Saturday 13 July 2013

THE DAILY TELEGRAPH REPORTS THAT SAUDI ARABIA HAS A MISSILE BASE "WITH LAUNCH PADS AIMED AT ISRAEL AND IRAN"!!!

Graphic: Saudi Arabia's missile base 'with launch pads aimed at Israel and Iran'

Graphic: Saudi Arabia has built a new missile base with launch pads aimed at both Israel and Iran, satellite photographs shown to The Telegraph have suggested.

Al Watah missile complex
Image showing two circular launch pads, #1 pointing in direction of Israel, and #2 pointing in direction of Iran. A vehicle-mounted ballistic launcher drives to the launch pads and directs itself along thick dark line pointing at ten o'clock. At the bottom of the image an underground bunker built into the hillside with two entrances, one 12 metres wide and the other 15 metres wide, can be seen, where missiles and their warheads are stored. Administrative and residential buildings are shown at the centre of the image.Jane's/DigitalGlobe
Military experts at IHS Jane’s Intelligence Review made the discovery while studying images of a base in desert south-west of Riyadh that housed medium-range ballistic missiles.

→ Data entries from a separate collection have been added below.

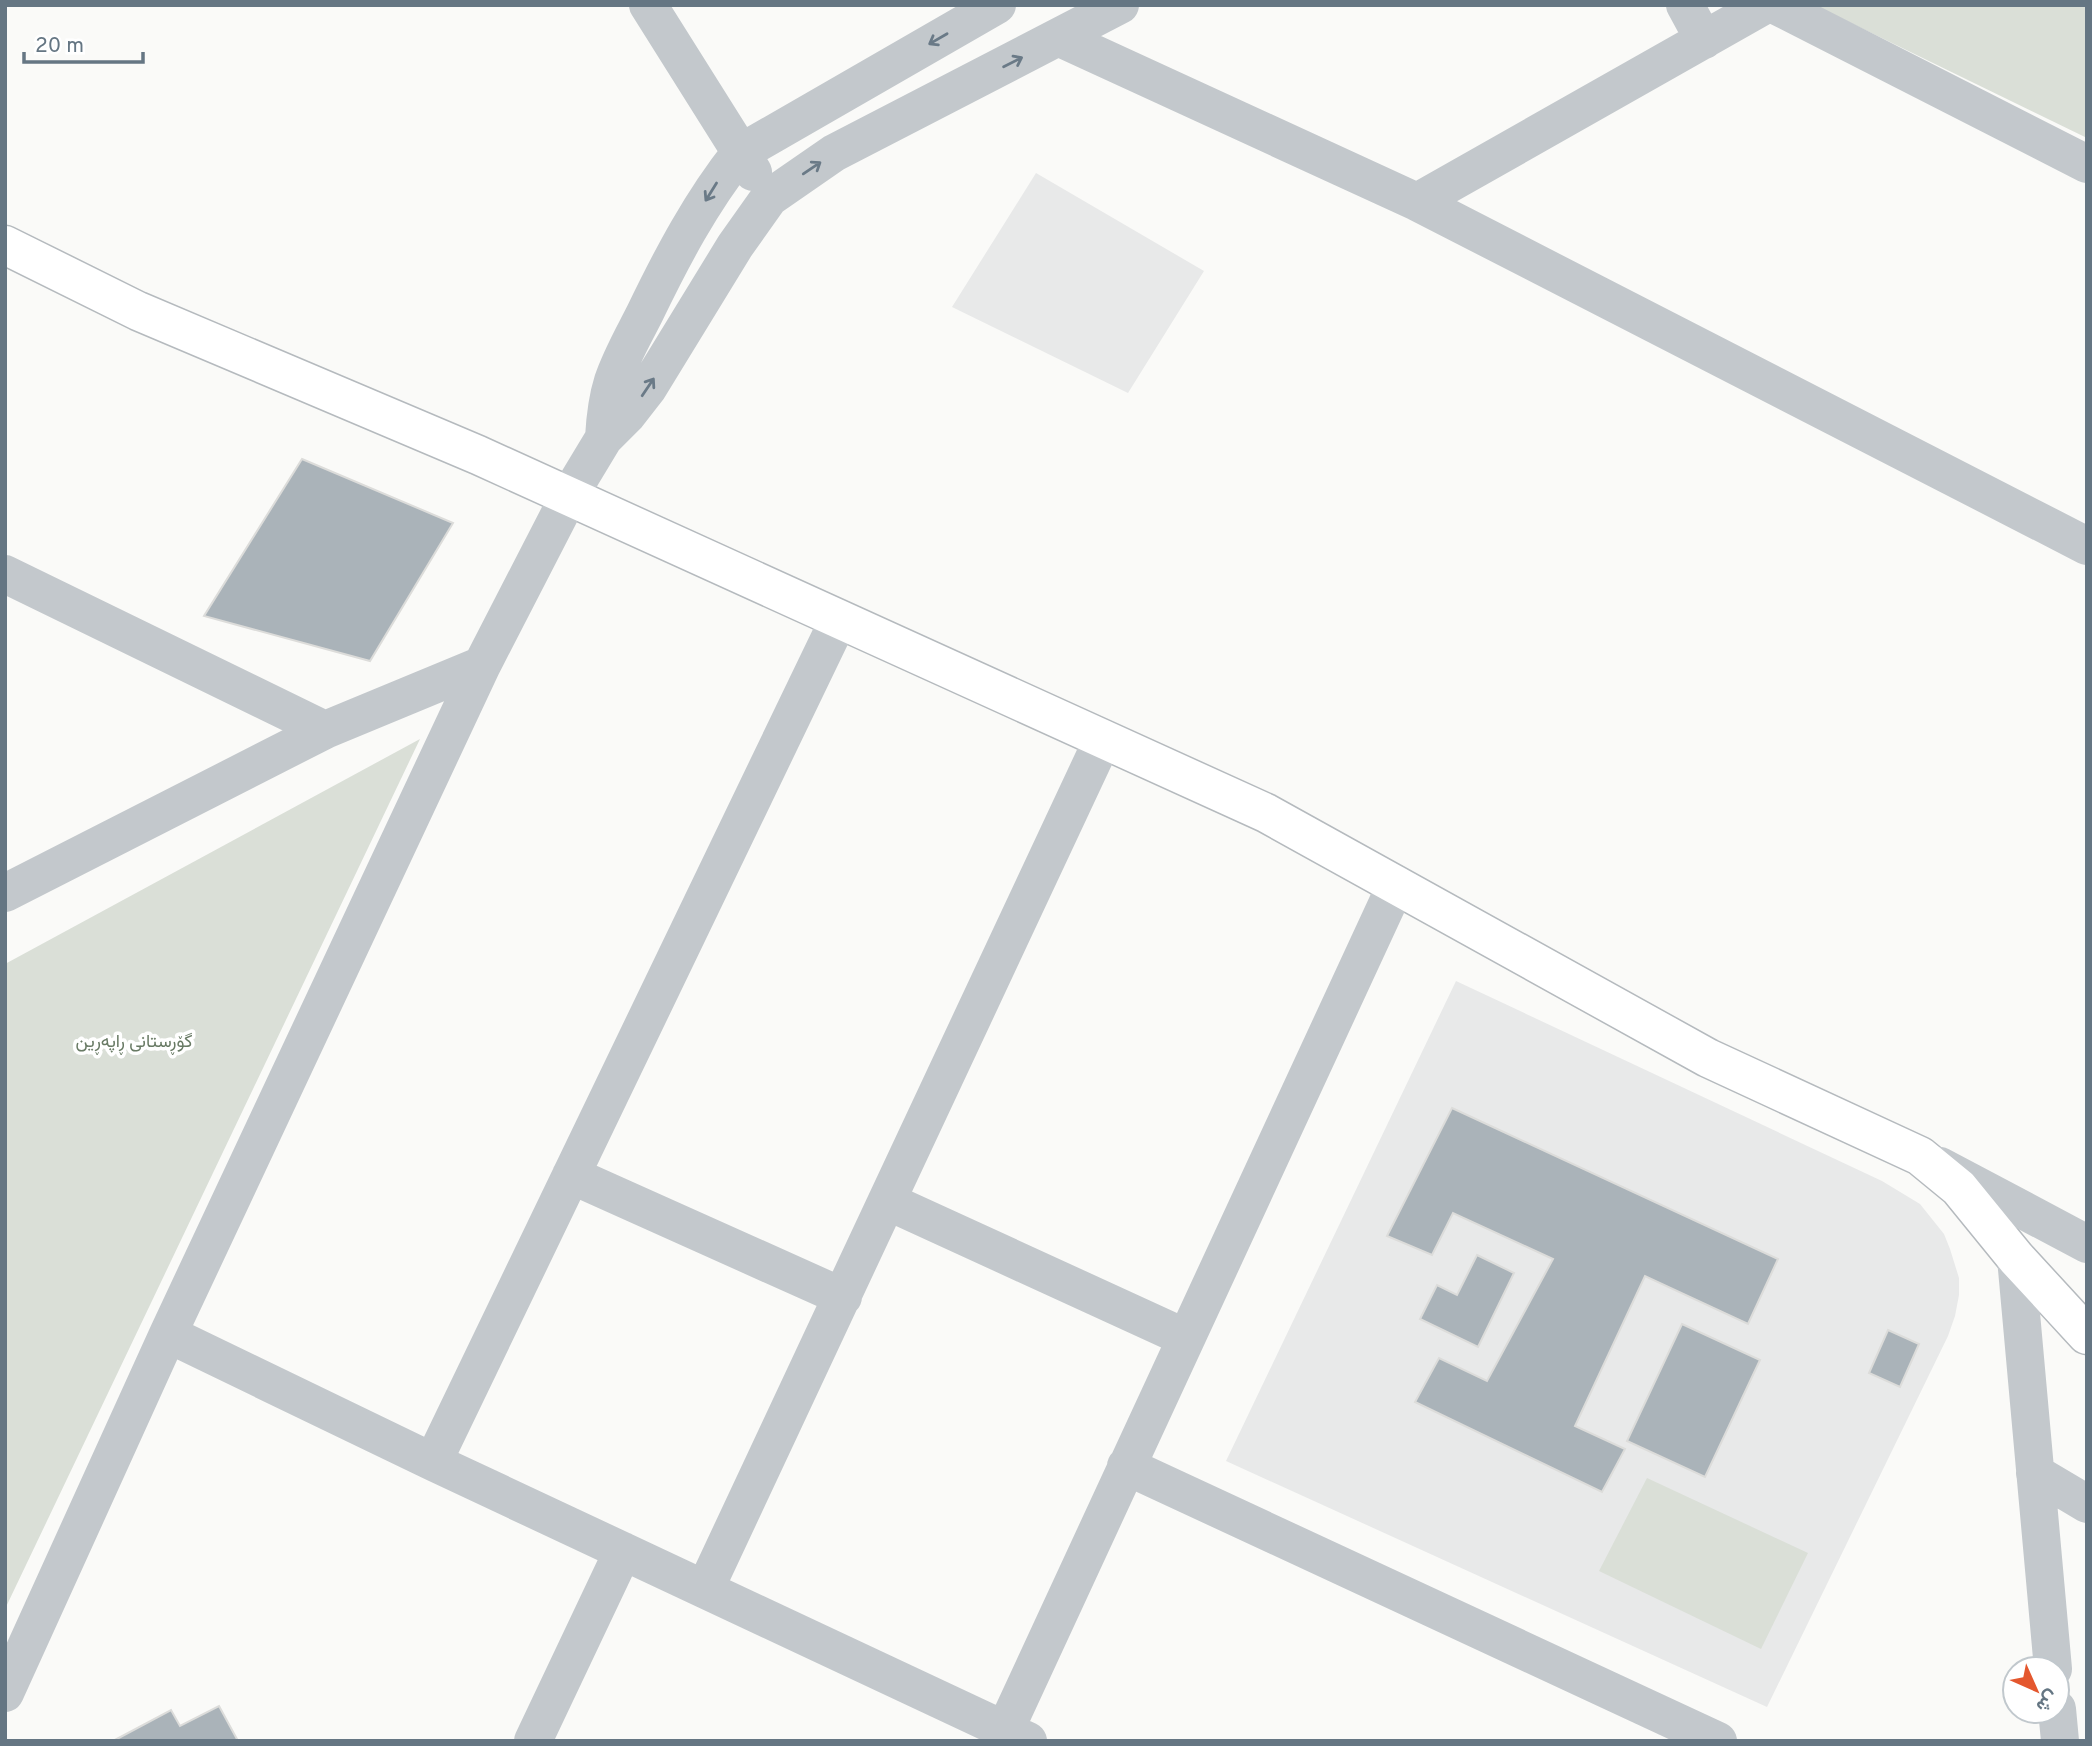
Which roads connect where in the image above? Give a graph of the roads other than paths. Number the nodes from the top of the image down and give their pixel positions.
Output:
1 (648, 5) edge
2 (997, 5) edge
3 (1120, 5) edge
4 (1685, 5) edge
5 (1765, 5) edge
6 (1774, 5) edge
7 (1060, 38) junction
8 (1704, 40) junction
9 (740, 153) junction
10 (2087, 164) edge
11 (769, 198) junction
12 (1418, 202) junction
13 (5, 245) edge
14 (604, 439) junction
15 (569, 496) junction
16 (2087, 546) edge
17 (5, 574) edge
18 (839, 619) junction
19 (482, 665) junction
20 (325, 730) junction
21 (1104, 739) junction
22 (1396, 885) junction
23 (5, 892) edge
24 (1920, 1156) junction
25 (571, 1175) junction
26 (887, 1201) junction
27 (2087, 1244) edge
28 (2016, 1258) junction
29 (843, 1297) junction
30 (167, 1334) junction
31 (2087, 1335) edge
32 (1186, 1338) junction
33 (433, 1462) junction
34 (1126, 1466) junction
35 (2035, 1473) junction
36 (2087, 1504) edge
37 (623, 1551) junction
38 (705, 1590) junction
39 (2052, 1655) edge
40 (5, 1693) edge
41 (1017, 1735) edge
42 (533, 1741) edge
43 (1718, 1741) edge

1 - 9 street
2 -> 9 street
3 - 7 street
4 - 8 street
5 - 8 street
6 - 10 street
11 -> 7 street
7 - 12 street
8 - 12 street
9 - 11 street
9 -> 14 street
14 -> 11 street
12 - 16 street
13 - 15 main road
14 - 15 street
15 - 18 main road
15 - 19 street
17 - 20 street
18 - 21 main road
18 - 25 street
19 - 20 street
19 - 30 street
20 - 23 street
21 - 22 main road
21 - 26 street
22 - 24 main road
22 - 32 street
24 - 27 street
24 - 28 main road
25 - 29 street
25 - 33 street
26 - 29 street
26 - 32 street
28 - 31 main road
28 - 35 street
29 - 38 street
30 - 33 street
30 - 40 street
32 - 34 street
33 - 37 street
34 - 41 street
34 - 43 street
35 - 36 street
35 - 39 street
37 - 38 street
37 - 42 street
38 - 41 street

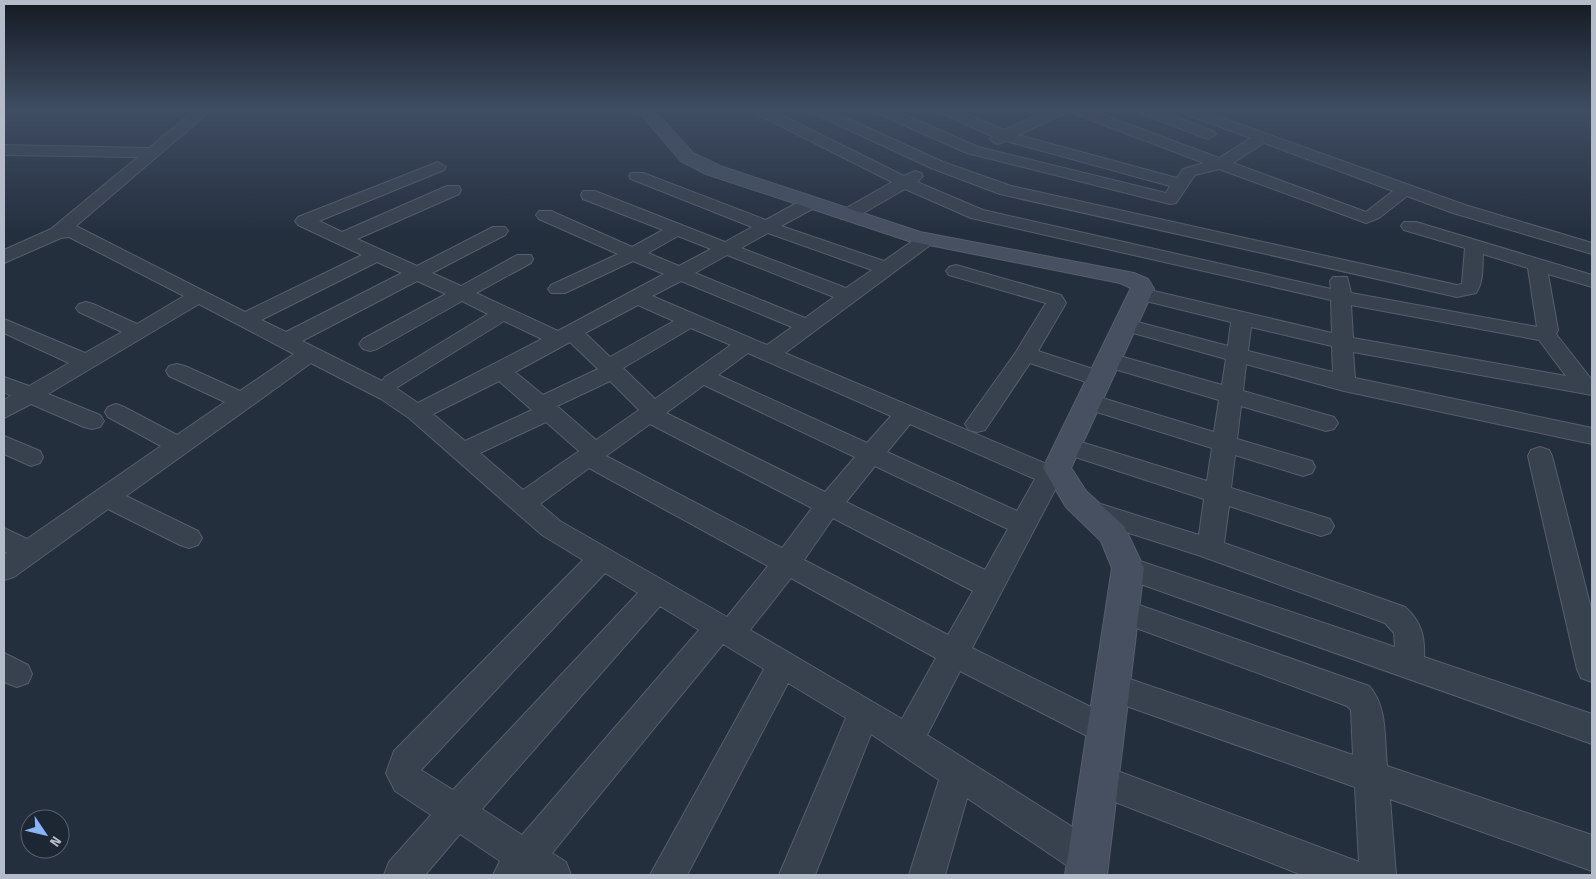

A pair of launch pads could be seen with launch markings apparently pointing north-west towards Tel Aviv and north-east towards Tehran.
The configuration of the launch pads, believed to have been built within the last five years, suggests that Saudi Arabia could perceive both countries as potential threats.
While the Sunni kingdom maintains discreet back channel contacts withIsrael, it has become increasingly concerned about the threats from Shia mullahs in Iran, which aspires to replace Saudi Arabia as the pre-eminent power in the Gulf.
There are fears that if Tehran succeeds in acquiring nuclear-weapons capability, Saudi Arabia will seek to follow suit. A Wikileaks cable from 2010 said that King Abdullah of Saudi Arabia privately urged America to destroy Iran’s nuclear programme and “cut off the head of the snake”
Tensions have also been raised by the Syrian civil war, in which Riyadh has backed the rebels and Tehran has backed President Bashar al-Assad.